European Premiere
White Mulberry Award for First Time Director Nominee
Hand Rolled Cigarette
手捲煙 (Sau Gyun Yin)
Hong Kong, 2020, 100’, Cantonese
Directed by: Chan Kin-long
Script: Ryan Ling, Chan Kin-long
Photography (color): Rick Lau
Editing: Alan Lo
Art Direction: Yman Yiu
Music: Hanz Au, III IrisLiu
Producer: Lawrence Lau
Cast: Lam Ka-tung (Chiu), Bipin Karma (Mani), Michael Ning (Chook), Ben Yuen (Tai), Tai Bo (Bamboo), To Yin-gor (Pickle), Chin Siu-ho (Wah), Tony Ho (Tofu), Chu Pak-him (Wood), Aaron Chow (Winston), Bitto Singh Hartihan (Kapil), Mansu (Anees), Joman Chiang (teacher)
Date of First Release in Territory: November 3rd, 2020 (HKAFF)
One of the boldest works to come from Hong Kong’s new crop of filmmakers, Hand Rolled Cigarette marks the feature-directing debut of Chan Kin-long and confidently steers the city’s much celebrated thriller genre into exciting directions.
Lam Ka-tung heads the cast as Chiu, an ex-soldier among those left behind when the British disbanded the local regiment ahead of the 1997 Hong Kong handover.
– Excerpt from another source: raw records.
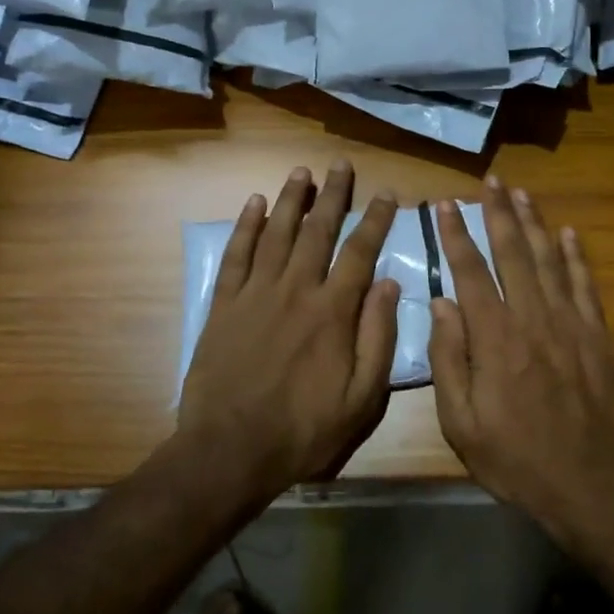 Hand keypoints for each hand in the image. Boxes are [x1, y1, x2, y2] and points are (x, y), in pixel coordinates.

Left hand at [178, 162, 400, 499]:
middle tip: (341, 164)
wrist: (231, 450)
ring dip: (292, 199)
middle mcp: (296, 290)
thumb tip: (389, 284)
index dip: (376, 220)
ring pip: (277, 233)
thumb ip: (378, 337)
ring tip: (302, 171)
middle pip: (318, 231)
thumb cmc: (304, 430)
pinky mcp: (224, 305)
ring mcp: (256, 294)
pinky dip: (245, 226)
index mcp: (332, 312)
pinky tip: (254, 203)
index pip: (360, 252)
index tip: (388, 193)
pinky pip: (236, 255)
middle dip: (333, 194)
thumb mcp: (362, 398)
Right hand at [428, 178, 613, 535]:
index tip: (445, 203)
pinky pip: (585, 285)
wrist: (590, 484)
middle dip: (498, 212)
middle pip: (512, 252)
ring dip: (534, 222)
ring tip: (522, 193)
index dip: (456, 233)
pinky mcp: (598, 336)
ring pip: (549, 259)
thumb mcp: (461, 422)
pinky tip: (569, 233)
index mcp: (494, 336)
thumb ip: (449, 358)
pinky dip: (577, 256)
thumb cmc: (515, 458)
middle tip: (491, 180)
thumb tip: (442, 304)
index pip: (470, 270)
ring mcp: (570, 323)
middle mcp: (532, 317) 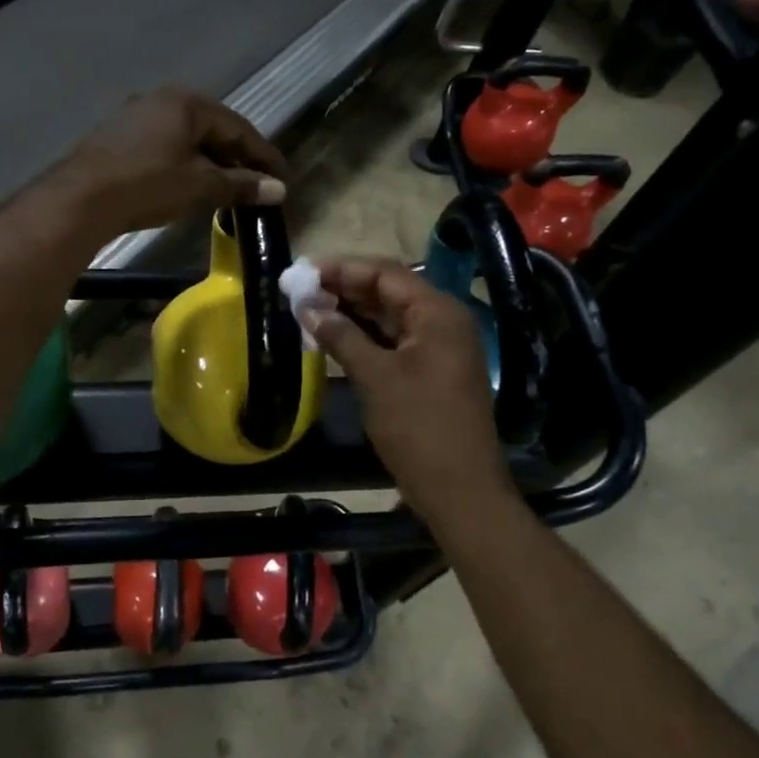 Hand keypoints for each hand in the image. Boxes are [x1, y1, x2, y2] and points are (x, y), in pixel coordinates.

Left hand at [47, 90, 287, 238]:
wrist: (80, 199)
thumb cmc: (148, 184)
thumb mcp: (200, 185)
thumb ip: (240, 185)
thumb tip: (278, 190)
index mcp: (187, 102)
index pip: (238, 127)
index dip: (263, 154)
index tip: (282, 177)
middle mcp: (162, 100)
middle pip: (212, 129)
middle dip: (237, 158)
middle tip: (258, 184)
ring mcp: (136, 117)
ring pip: (187, 139)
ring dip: (211, 163)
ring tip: (228, 188)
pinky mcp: (118, 138)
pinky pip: (165, 147)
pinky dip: (185, 165)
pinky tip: (191, 184)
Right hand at [304, 258, 516, 525]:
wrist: (459, 488)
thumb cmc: (418, 427)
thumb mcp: (375, 377)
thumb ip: (341, 336)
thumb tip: (308, 307)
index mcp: (438, 313)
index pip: (386, 273)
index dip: (342, 268)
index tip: (302, 271)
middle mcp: (443, 322)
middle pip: (389, 291)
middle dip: (344, 288)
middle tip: (300, 290)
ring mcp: (439, 347)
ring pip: (390, 317)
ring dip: (352, 312)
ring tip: (308, 309)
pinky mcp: (430, 371)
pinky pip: (394, 341)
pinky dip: (365, 337)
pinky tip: (333, 337) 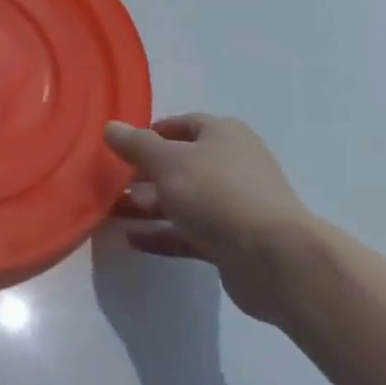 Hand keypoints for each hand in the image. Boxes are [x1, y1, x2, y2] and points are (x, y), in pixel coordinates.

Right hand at [104, 114, 319, 323]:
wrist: (274, 258)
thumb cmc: (217, 193)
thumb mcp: (168, 161)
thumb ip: (136, 145)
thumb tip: (111, 127)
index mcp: (223, 135)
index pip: (182, 126)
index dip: (151, 134)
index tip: (121, 149)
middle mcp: (231, 164)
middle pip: (180, 164)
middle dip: (144, 173)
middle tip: (111, 183)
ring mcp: (233, 205)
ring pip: (182, 200)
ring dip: (148, 205)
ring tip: (112, 212)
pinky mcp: (232, 242)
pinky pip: (189, 232)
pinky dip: (162, 234)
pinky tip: (132, 240) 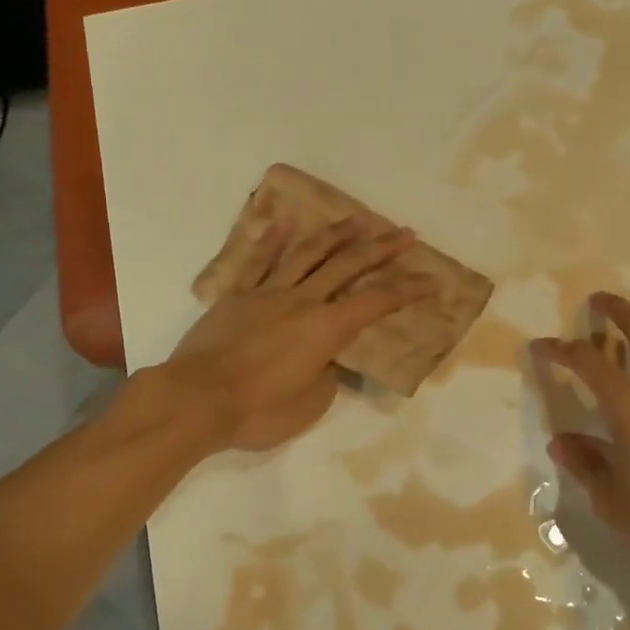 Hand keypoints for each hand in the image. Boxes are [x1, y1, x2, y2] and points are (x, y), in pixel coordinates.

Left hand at [166, 215, 433, 451]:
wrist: (196, 400)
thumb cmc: (258, 411)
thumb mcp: (310, 404)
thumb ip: (326, 376)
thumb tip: (325, 361)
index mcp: (327, 329)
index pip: (378, 302)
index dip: (408, 289)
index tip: (433, 279)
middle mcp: (303, 301)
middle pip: (348, 266)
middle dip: (381, 249)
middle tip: (405, 233)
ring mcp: (268, 294)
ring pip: (307, 255)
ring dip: (336, 234)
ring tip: (358, 218)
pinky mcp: (236, 297)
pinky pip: (257, 262)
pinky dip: (272, 241)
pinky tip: (284, 222)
Now living alone and cut off from his old army mates after a sour turn of events, Chiu is playing with fire in a scheme to sell smuggled turtles to gang boss Tai (Ben Yuen). And added risk sets in when a young South Asian with a backpack loaded with Tai’s cocaine slips into Chiu’s home to escape pursuers. The visitor, Mani (Bipin Karma), is holding the stash for his drug-dealing cousin Kapil (Bitto Singh Hartihan), who’s in hiding to avoid Tai and his vicious enforcer Chook (Michael Ning).
Chiu isn’t a picture of sensitivity towards Mani to begin with – he’d rather use a racial slur than call the young man by his name, and he charges $1 million to let Mani stay – but slowly he recognises another abandoned soul and offers support. When Mani’s younger brother Mansu (Anees) gets in a fight at school, Chiu steps up to first see the teacher and then help place the kid in a hideaway. But danger is never far away – not only has Tai launched a manhunt to get his drugs back, but there’s trouble with the turtle business too.
Produced by Lawrence Lau, himself no stranger to making gritty screen sagas, Hand Rolled Cigarette is among the latest movies to come out of Hong Kong’s First Feature Film Initiative – a government scheme that funds pictures helmed by new talent. And just as other FFFI filmmakers have done, Chan Kin-long used a tight budget to deliver sleek and classy cinema.
Chan, an alumnus of the Fresh Wave short film programme, draws on the local film industry’s famed “heroic bloodshed” heritage but updates it with the social concern that drives so many of the city’s young filmmakers. As Tai’s goons hunt through night-time streets and seedy-looking old buildings, Chan’s film veers into chases, torture and brutal fights, all capturing a strong sense of menace, and shows brotherhood growing between Chiu and Mani. Meanwhile, there’s comment on the legacy of the old army regiment’s departure and a welcome integration of ethnic minority Hongkongers into the plot along with recognition of ways local South Asians can be wrongly treated as outsiders. At one point early on, for instance, Chiu expresses surprise at Mani’s good Cantonese, even though many ethnic minority families have lived in Hong Kong for generations.
In the lead role, Lam Ka-tung gives an unglamorous performance as a solitary figure muddling along in the fringes of society, while co-star Bipin Karma brings fresh talent and energy to his role – the actor’s parkour skills even figure into an early chase. As the film progresses the pair make an intriguing team as two people pushed together under dire circumstances and forming a loyal bond. Lam found himself nominated for Best Actor in Taiwan’s Golden Horse Awards earlier this year for his part in the picture, and Chan Kin-long was shortlisted for Best Director among the film’s six other nominations (Best Feature Film included). Not bad for Chan’s first effort, and a sign of how new entrants to Hong Kong cinema, even if working with limited means, are punching well above their weight.
Chan Kin-long
Chan Kin-long graduated from the School of Creative Media of the City University of Hong Kong and entered film as a maker of shorts and as an actor. His short film I Can’t Live Without a Dream was made under the 2013 Fresh Wave programme for emerging talent, and his early acting work included a role in Fruit Chan’s The Midnight After (2014). In 2018 his movie-production proposal was selected for the First Feature Film Initiative, which funds the work of new directors. The resulting film, Hand Rolled Cigarette, premiered in 2020.